Was nun bei Schopenhauer die natürliche Folge seiner Spekulation war, der Hervorgang einer neuen Theologie aus gottloser Logik, das wird zur sophistischen Spekulation bei Eduard von Hartmann, dessen "Unbewußtes" sich ganz bedenklich dem Gott des ungebildeteren Pöbels nähert. Der Fall ist typisch für das Hervorgehen von religiös-metaphysischen Begriffen aus dem Mißbrauch der Sprache.
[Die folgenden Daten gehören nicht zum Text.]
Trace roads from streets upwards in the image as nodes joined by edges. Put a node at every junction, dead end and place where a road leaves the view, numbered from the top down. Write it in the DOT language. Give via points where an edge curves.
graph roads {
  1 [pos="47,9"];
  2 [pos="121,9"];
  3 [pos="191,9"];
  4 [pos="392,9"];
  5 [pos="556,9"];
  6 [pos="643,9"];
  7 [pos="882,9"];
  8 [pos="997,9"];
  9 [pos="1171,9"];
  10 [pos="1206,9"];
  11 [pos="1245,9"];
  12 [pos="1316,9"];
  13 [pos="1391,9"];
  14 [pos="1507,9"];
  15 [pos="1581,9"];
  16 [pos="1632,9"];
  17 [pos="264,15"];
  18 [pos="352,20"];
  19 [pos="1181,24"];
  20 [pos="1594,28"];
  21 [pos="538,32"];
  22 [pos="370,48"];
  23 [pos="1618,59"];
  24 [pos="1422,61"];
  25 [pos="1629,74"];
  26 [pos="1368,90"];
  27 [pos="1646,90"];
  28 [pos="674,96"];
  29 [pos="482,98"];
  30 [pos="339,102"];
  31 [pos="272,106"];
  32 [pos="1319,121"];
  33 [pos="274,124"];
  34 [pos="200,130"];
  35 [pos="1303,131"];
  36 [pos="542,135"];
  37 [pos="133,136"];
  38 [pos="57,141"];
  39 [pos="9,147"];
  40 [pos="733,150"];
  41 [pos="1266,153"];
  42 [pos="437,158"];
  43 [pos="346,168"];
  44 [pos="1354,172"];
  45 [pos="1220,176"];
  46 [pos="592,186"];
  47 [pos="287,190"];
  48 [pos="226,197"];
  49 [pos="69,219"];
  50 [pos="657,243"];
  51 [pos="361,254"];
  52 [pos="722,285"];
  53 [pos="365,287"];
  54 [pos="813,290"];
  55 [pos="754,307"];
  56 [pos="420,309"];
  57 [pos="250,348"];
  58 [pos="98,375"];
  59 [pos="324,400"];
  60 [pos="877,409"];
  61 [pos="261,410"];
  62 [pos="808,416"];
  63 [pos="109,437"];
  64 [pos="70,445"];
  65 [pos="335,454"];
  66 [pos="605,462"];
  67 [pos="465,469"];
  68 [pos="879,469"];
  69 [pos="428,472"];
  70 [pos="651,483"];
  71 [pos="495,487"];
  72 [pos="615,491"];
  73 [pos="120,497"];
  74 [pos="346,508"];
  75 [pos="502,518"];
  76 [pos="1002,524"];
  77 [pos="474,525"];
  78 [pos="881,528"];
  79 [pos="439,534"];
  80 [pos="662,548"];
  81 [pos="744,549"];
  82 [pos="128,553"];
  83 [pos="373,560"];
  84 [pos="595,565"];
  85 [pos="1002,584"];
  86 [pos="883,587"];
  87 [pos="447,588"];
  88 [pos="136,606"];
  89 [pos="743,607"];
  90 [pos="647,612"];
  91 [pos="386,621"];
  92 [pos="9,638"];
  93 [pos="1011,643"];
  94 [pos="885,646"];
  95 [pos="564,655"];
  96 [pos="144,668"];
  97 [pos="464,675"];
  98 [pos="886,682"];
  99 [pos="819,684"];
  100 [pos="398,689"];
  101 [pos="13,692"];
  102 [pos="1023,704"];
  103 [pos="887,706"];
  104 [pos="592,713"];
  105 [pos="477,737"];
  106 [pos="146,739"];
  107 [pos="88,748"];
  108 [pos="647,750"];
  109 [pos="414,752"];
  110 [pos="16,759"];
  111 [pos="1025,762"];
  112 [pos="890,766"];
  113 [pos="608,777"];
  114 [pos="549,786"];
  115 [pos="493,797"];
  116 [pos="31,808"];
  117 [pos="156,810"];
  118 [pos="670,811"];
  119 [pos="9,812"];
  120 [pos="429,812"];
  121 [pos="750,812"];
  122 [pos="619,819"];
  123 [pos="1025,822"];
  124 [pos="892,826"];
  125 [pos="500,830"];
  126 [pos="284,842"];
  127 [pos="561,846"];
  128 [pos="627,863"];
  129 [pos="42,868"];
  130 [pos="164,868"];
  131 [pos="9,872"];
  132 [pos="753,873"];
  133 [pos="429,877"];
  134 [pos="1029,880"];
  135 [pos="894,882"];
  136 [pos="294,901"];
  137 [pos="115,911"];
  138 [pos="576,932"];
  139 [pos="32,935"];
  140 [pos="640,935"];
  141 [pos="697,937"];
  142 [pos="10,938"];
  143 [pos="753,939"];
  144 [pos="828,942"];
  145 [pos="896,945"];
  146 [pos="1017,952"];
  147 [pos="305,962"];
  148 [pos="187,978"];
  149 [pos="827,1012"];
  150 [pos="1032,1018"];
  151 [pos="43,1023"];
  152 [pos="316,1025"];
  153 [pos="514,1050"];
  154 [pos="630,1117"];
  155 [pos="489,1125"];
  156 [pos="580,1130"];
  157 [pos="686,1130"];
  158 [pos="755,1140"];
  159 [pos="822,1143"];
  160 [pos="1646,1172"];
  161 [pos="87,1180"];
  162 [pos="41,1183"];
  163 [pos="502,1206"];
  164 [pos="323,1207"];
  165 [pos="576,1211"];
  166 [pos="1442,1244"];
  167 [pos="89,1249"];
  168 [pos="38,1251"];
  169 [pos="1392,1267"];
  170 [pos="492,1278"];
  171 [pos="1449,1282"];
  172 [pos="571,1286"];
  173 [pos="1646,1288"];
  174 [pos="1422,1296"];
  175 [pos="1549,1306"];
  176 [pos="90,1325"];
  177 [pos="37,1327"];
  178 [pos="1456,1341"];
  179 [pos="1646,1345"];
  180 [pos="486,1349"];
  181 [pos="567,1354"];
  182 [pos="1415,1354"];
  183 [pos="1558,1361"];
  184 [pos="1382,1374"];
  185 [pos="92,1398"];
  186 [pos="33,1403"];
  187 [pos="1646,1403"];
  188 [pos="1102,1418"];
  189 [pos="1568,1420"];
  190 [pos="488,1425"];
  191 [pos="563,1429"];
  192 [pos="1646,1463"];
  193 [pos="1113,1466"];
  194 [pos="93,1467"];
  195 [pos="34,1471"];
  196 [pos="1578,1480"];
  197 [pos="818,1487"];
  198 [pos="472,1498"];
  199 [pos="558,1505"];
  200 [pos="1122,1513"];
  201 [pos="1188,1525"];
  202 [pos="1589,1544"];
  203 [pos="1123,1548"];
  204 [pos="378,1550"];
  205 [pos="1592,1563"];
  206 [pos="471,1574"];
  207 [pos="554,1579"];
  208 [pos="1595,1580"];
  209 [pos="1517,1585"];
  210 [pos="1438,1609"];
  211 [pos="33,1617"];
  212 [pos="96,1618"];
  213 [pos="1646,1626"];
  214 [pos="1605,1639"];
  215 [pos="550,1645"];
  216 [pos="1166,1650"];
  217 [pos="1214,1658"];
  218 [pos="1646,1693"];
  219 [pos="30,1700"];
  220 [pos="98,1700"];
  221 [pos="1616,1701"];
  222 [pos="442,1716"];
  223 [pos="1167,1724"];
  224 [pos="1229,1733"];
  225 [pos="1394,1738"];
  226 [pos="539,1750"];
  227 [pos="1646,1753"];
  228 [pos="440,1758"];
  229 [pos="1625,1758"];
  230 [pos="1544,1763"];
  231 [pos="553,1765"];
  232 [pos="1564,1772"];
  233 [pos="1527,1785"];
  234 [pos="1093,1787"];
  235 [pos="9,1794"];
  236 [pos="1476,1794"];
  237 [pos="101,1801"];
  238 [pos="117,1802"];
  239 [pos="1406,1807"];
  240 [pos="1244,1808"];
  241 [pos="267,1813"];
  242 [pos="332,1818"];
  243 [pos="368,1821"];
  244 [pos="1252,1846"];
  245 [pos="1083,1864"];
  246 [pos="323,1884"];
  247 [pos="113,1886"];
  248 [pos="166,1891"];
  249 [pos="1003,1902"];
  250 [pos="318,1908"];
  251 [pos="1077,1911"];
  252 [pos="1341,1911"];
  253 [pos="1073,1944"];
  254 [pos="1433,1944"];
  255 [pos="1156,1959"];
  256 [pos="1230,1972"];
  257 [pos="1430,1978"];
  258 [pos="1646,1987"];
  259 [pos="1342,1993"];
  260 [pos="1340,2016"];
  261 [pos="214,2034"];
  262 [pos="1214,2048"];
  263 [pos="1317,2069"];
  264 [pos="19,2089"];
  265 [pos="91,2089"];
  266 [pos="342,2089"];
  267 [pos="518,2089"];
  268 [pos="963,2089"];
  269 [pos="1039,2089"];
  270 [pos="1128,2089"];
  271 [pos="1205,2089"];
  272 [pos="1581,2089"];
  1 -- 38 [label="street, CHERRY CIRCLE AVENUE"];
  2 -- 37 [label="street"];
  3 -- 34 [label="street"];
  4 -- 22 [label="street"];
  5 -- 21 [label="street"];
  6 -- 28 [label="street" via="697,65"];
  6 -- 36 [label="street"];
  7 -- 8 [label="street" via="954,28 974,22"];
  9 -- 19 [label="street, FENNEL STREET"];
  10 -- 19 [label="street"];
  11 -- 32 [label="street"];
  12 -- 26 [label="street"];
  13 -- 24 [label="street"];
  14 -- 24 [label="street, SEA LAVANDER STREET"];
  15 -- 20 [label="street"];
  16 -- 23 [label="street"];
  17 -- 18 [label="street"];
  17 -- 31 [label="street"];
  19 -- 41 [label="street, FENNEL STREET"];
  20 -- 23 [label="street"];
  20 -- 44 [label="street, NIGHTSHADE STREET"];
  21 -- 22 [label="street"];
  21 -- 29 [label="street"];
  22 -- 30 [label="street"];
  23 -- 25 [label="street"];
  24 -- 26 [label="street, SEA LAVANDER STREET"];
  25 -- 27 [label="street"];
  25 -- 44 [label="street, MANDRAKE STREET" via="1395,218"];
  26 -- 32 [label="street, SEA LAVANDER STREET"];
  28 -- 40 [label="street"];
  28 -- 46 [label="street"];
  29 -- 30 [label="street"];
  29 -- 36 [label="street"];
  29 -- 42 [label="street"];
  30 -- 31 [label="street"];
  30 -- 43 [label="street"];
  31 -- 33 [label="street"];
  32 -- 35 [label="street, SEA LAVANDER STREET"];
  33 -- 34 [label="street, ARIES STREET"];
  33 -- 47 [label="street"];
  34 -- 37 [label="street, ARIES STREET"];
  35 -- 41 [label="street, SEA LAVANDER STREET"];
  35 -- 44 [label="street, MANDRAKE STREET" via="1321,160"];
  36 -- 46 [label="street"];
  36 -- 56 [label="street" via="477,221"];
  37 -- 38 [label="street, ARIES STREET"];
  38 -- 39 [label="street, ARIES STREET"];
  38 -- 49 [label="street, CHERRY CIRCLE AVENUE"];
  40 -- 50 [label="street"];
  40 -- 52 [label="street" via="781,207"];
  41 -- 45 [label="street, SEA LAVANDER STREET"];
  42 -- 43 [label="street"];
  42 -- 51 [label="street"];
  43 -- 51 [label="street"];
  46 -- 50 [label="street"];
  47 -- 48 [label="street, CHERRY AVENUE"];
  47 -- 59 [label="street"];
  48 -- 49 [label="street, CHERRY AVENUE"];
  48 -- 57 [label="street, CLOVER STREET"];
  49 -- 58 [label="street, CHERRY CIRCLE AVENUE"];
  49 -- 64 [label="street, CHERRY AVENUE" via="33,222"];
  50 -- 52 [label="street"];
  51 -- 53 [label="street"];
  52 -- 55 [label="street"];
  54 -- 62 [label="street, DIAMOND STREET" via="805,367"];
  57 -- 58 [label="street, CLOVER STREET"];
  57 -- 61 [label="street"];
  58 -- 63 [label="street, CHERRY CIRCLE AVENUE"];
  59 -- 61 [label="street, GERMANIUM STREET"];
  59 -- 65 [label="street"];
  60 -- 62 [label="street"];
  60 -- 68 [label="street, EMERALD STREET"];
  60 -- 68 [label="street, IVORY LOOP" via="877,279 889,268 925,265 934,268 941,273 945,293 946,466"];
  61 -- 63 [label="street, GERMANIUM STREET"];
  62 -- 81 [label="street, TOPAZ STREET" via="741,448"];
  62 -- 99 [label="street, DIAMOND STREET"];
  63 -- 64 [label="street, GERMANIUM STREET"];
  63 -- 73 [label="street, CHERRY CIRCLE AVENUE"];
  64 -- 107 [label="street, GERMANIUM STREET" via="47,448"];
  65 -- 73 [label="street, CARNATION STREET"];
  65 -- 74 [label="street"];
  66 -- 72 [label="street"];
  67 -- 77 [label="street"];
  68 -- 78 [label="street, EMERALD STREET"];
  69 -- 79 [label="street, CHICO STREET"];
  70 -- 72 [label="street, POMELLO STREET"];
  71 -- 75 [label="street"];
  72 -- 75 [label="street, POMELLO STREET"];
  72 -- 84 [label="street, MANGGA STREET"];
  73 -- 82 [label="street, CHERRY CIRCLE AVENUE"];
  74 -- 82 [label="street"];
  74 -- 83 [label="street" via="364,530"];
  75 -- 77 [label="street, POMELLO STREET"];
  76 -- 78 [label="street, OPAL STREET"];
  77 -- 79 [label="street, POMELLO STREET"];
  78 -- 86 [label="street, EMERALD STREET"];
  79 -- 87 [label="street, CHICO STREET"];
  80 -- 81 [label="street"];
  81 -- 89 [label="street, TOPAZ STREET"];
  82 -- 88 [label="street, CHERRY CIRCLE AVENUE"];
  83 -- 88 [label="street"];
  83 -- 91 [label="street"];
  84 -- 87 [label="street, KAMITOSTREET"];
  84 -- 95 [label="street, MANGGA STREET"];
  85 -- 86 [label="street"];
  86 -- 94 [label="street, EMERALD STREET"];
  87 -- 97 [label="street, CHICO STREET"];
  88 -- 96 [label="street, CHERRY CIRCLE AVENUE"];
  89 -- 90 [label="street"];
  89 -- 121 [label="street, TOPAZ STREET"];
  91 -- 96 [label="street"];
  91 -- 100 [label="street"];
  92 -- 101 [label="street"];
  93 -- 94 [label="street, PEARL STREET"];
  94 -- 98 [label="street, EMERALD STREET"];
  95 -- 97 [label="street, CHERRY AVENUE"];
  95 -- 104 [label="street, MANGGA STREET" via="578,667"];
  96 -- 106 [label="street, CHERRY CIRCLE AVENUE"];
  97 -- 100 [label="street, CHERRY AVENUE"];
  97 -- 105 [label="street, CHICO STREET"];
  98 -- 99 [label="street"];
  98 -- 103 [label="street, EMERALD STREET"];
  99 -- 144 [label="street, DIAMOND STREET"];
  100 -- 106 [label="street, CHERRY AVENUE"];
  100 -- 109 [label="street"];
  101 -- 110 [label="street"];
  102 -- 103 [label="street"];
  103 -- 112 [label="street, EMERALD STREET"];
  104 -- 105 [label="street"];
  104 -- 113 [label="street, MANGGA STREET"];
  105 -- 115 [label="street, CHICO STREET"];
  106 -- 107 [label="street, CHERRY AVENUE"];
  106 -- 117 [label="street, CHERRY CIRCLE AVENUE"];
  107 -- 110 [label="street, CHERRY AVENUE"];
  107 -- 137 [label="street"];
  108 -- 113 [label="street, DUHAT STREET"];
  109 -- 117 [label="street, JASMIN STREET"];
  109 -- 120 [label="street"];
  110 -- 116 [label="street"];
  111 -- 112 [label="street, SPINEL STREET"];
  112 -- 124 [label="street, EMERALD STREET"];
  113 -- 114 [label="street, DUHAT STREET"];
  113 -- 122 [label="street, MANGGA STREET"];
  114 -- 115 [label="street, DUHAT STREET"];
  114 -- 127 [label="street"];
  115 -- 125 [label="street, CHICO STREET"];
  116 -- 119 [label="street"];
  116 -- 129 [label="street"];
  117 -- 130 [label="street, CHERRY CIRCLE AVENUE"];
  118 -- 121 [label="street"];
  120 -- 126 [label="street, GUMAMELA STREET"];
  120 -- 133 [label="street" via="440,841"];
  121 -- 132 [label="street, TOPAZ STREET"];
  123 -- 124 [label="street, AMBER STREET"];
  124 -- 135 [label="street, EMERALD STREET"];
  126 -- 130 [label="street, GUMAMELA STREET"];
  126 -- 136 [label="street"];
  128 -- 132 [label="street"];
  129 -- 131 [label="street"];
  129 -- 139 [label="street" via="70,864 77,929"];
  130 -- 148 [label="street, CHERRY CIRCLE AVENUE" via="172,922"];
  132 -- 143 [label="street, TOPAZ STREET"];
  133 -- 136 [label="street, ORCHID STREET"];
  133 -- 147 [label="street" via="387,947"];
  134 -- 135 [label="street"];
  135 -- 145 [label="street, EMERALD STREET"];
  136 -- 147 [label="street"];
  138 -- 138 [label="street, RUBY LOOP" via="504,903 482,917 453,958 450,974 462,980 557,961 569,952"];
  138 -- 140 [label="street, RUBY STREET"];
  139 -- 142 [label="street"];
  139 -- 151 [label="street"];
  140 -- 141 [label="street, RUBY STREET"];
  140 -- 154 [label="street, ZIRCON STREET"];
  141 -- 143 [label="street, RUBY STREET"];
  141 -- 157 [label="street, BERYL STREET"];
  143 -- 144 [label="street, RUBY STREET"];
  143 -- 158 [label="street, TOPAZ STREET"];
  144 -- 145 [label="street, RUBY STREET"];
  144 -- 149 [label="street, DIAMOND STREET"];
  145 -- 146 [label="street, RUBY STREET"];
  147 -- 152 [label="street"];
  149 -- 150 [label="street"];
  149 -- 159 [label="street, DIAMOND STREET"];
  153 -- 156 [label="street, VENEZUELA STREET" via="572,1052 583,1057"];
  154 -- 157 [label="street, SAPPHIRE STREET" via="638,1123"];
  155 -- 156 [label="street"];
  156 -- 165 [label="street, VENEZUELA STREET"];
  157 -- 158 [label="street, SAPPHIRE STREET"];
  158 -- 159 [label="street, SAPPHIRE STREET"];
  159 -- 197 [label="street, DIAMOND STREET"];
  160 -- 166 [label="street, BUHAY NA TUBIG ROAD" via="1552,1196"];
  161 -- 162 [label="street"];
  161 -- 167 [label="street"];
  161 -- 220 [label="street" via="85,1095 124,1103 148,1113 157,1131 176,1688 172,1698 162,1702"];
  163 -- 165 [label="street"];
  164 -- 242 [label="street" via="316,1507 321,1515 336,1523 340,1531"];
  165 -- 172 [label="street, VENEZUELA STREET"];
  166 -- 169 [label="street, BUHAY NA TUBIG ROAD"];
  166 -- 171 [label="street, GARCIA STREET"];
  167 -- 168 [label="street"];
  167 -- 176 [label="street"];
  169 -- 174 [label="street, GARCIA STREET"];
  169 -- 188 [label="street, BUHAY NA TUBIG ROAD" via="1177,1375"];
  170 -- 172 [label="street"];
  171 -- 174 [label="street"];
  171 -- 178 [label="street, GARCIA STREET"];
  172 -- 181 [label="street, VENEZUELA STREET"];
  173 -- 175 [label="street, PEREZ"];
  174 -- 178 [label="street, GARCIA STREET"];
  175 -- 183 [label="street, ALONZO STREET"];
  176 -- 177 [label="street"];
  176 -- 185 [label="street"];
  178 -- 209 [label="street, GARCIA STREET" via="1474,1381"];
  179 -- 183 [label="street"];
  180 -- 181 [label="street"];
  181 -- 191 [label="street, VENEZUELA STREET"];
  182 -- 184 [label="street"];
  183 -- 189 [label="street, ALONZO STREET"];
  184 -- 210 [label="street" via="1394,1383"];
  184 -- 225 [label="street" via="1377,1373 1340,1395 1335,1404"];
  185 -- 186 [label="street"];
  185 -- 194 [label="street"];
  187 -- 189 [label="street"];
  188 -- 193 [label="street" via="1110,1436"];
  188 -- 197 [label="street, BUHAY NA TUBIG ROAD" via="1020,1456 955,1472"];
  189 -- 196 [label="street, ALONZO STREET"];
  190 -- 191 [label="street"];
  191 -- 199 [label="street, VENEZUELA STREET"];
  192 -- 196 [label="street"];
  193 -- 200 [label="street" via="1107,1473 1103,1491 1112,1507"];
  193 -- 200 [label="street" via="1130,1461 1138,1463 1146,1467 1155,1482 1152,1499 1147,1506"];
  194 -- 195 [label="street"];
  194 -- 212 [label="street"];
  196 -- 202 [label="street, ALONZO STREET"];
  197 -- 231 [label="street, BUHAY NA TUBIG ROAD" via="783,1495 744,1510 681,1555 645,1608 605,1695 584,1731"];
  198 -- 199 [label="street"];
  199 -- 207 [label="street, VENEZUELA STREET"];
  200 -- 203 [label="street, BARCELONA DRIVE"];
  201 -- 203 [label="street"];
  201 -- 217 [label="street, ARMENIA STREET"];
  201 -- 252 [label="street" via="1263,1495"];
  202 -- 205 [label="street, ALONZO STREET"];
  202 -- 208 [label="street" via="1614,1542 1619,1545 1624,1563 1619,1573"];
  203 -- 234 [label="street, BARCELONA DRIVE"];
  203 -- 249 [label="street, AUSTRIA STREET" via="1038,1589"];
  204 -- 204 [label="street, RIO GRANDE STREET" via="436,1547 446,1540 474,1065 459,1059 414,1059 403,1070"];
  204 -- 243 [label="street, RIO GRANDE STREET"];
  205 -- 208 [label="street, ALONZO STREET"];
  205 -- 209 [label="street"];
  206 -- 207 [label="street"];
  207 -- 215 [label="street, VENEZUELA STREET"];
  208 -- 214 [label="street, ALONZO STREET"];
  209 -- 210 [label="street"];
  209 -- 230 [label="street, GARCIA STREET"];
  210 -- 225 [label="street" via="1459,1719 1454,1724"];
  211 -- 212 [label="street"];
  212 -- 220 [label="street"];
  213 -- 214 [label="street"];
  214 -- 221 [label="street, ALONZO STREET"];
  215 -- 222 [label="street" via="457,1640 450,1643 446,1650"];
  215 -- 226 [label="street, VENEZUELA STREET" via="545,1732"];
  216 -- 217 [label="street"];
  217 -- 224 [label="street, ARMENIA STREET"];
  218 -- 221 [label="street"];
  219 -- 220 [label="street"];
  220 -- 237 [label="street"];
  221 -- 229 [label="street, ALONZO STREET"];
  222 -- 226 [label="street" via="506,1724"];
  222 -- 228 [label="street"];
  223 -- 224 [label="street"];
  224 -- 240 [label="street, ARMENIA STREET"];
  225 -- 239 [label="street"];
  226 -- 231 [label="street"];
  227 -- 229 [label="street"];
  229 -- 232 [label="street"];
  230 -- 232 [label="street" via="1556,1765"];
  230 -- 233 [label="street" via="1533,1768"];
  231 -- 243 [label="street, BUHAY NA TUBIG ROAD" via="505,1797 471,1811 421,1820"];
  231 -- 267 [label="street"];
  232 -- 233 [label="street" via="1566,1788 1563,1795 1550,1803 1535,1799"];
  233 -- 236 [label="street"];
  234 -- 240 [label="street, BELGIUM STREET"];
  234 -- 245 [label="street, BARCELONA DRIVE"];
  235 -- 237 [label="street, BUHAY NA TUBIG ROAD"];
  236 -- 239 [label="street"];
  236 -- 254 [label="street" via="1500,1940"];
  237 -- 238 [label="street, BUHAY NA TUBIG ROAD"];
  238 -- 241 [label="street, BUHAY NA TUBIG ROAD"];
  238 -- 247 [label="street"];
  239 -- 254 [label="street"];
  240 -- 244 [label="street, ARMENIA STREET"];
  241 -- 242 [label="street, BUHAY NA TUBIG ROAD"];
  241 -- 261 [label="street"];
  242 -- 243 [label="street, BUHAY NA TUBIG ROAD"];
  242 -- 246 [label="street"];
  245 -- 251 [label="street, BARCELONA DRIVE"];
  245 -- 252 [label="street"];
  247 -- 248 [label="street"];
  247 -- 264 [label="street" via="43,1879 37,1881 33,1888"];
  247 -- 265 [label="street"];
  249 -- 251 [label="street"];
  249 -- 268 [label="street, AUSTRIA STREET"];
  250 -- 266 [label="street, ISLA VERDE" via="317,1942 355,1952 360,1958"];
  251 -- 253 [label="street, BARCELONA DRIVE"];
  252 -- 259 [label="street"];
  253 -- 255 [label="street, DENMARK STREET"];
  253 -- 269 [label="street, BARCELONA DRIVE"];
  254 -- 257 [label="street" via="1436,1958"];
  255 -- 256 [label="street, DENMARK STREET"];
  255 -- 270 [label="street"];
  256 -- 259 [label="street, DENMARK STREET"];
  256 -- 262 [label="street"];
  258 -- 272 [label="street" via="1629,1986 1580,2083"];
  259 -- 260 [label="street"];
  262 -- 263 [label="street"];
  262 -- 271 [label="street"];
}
Zuerst erkennt der Philosoph das Recht der Wissenschaft an, in den Dingen Alleinherrscherin zu sein, die sie kennt; das ist durchaus nicht etwa modern, das war immer so. Moses und Platon, Jesus und Augustinus, Luther und Descartes, Spinoza und Kant ließen ihr metaphysisches Bedürfnis erst da einsetzen, wo sie von ihren (allerdings äußerst ungleichen) Naturkenntnissen verlassen wurden; dann bleibt das übrig, was wir — je nach der Zeit — nicht wissen, und solange es für dieses Nichtwissen noch ein übliches, positives Wort gibt, solange schreitet die Theologie hinter der Wissenschaft her, wie der Pfarrer hinter dem Lehrer, der Küsterdienst versieht. Man achte darauf, wie auch in der Bezeichnung "Die Philosophie des Unbewußten" dieses "Unbewußte" plötzlich den Charakter eines positiven Begriffs erhält. Eigentlich ist es rein negativ und also mythologisch nicht zu verwenden (I. 632). Mag man es auf ein Subjekt oder ein Objekt, auf den Deus oder die Natura beziehen, mag man es mit dem "Bewußtseinslosen" oder mit dem "Ungewußten" gleichsetzen, immer bezeichnet es natürlicherweise etwas Unbekanntes, die Grenze unseres Wissens oder die Grenze des Gewußten, ein Nichtding also. Aber mit ihrer unheimlichen metaphorischen, mythenbildenden Kraft suggeriert die Sprache dem Leser des Worts "das Unbewußte" sofort einen positiven Sinn, das Unerkennbare hat ein neues Mäntelchen erhalten, und der Fetisch eines neuen Kultus ist fertig. Jeder dieser Atheisten tritt darum am Ende als Religionsretter auf und möchte gern als Religionsstifter erscheinen.